- [Entries provided]:
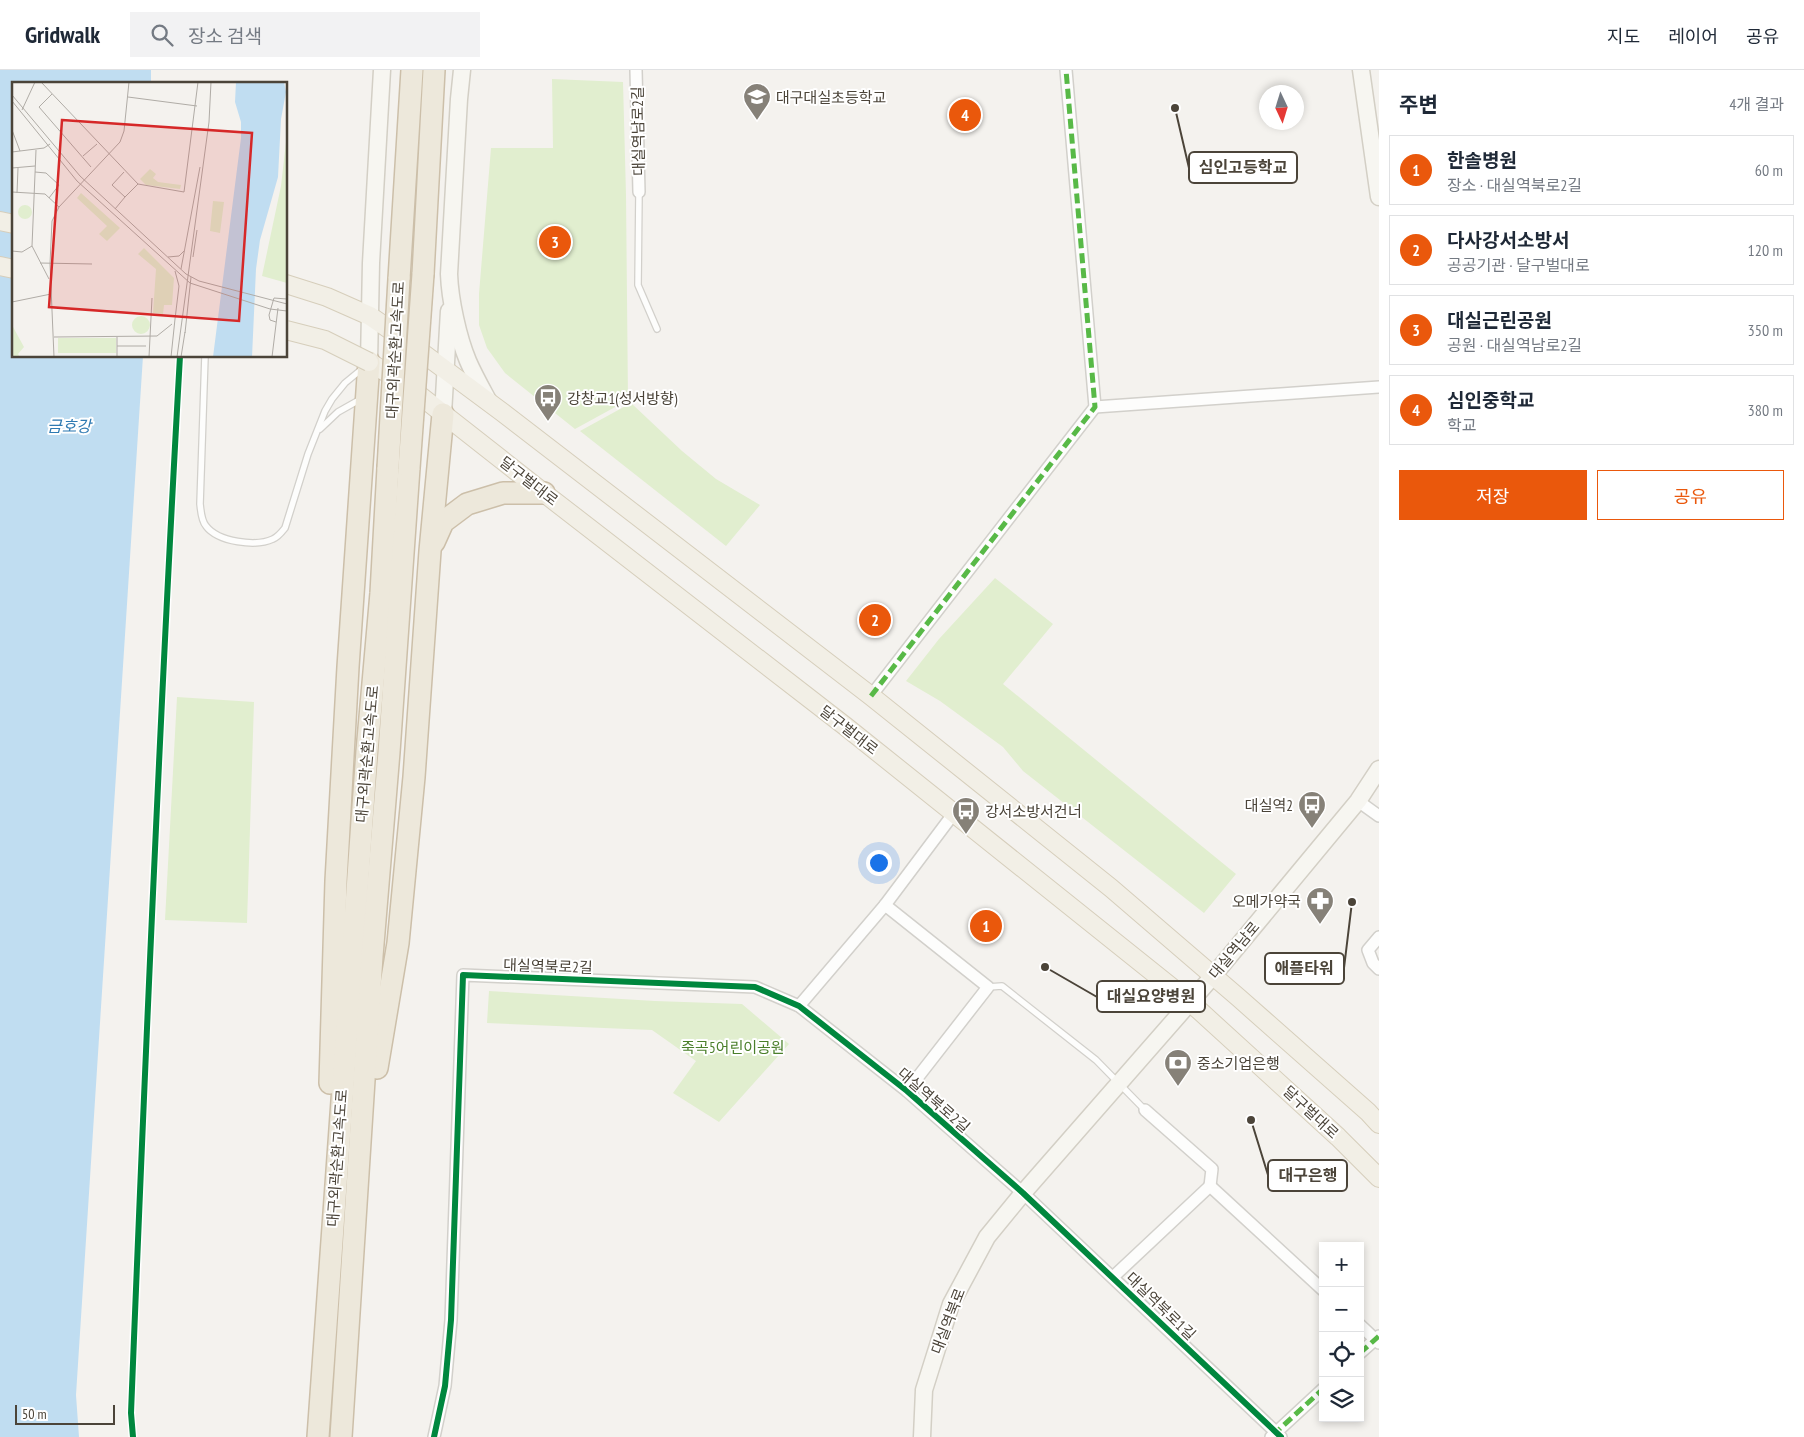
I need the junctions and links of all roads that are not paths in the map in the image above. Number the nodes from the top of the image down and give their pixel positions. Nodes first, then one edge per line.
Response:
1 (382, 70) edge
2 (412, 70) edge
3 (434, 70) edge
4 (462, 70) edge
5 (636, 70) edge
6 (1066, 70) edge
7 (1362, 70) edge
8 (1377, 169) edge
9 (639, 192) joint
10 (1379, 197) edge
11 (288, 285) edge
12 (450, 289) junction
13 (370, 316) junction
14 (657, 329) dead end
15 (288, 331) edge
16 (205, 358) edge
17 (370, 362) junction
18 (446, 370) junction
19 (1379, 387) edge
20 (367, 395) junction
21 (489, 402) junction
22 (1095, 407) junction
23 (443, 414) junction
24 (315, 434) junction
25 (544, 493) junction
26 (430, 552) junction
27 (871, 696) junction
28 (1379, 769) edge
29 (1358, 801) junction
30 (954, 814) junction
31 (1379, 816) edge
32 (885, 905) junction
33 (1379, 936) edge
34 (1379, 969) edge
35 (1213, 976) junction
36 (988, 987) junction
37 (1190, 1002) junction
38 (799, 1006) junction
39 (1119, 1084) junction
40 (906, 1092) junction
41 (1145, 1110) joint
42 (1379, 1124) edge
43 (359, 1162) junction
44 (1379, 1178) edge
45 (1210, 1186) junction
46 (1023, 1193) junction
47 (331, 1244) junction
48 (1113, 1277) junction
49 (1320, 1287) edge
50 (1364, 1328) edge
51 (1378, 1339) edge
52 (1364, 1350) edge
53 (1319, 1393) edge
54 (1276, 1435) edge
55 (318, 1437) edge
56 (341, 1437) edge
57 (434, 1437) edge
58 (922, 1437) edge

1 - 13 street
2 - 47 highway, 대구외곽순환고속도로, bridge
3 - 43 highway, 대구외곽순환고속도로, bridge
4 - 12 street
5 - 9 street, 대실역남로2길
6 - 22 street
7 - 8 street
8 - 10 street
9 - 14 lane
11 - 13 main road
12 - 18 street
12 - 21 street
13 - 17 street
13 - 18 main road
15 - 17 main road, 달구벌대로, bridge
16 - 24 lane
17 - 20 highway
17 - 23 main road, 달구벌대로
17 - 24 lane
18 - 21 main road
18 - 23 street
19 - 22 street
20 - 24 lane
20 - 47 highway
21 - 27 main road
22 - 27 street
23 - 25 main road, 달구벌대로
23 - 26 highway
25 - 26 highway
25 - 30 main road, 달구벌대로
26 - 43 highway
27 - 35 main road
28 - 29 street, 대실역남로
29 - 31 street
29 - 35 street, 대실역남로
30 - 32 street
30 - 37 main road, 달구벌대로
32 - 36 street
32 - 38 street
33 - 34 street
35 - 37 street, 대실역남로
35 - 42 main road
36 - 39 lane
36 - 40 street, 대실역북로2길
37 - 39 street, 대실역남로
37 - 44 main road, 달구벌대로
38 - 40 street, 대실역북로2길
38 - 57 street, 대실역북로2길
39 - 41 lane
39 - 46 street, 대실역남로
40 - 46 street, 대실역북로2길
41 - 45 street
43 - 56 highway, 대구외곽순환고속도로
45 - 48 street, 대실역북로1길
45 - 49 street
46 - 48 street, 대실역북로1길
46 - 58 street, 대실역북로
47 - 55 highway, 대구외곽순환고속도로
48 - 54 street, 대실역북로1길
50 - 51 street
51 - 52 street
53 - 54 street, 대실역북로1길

...

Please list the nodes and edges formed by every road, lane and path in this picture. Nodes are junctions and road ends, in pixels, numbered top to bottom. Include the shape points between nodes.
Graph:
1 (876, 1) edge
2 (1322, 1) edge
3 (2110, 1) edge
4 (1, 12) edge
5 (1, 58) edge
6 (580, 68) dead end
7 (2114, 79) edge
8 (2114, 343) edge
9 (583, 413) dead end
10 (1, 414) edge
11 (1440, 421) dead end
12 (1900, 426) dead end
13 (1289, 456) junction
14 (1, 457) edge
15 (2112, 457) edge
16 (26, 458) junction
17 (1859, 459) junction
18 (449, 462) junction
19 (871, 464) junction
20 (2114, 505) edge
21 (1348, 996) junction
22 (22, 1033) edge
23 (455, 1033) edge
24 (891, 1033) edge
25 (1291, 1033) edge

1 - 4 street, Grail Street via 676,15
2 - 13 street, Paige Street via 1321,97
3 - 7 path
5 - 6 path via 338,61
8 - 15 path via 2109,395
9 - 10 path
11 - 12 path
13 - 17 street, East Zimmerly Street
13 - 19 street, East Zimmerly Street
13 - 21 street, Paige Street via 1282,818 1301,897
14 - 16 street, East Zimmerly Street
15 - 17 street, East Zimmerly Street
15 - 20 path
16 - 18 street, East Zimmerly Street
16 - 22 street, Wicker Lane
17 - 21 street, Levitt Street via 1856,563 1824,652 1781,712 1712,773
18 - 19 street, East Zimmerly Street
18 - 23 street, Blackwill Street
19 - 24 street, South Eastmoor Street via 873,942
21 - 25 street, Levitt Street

- [Problem details]: The word to find is "Zimmerly". Copy every line of the records that holds it.

- [Solution for this task]:
13 - 17 street, East Zimmerly Street
13 - 19 street, East Zimmerly Street
14 - 16 street, East Zimmerly Street
15 - 17 street, East Zimmerly Street
16 - 18 street, East Zimmerly Street
18 - 19 street, East Zimmerly Street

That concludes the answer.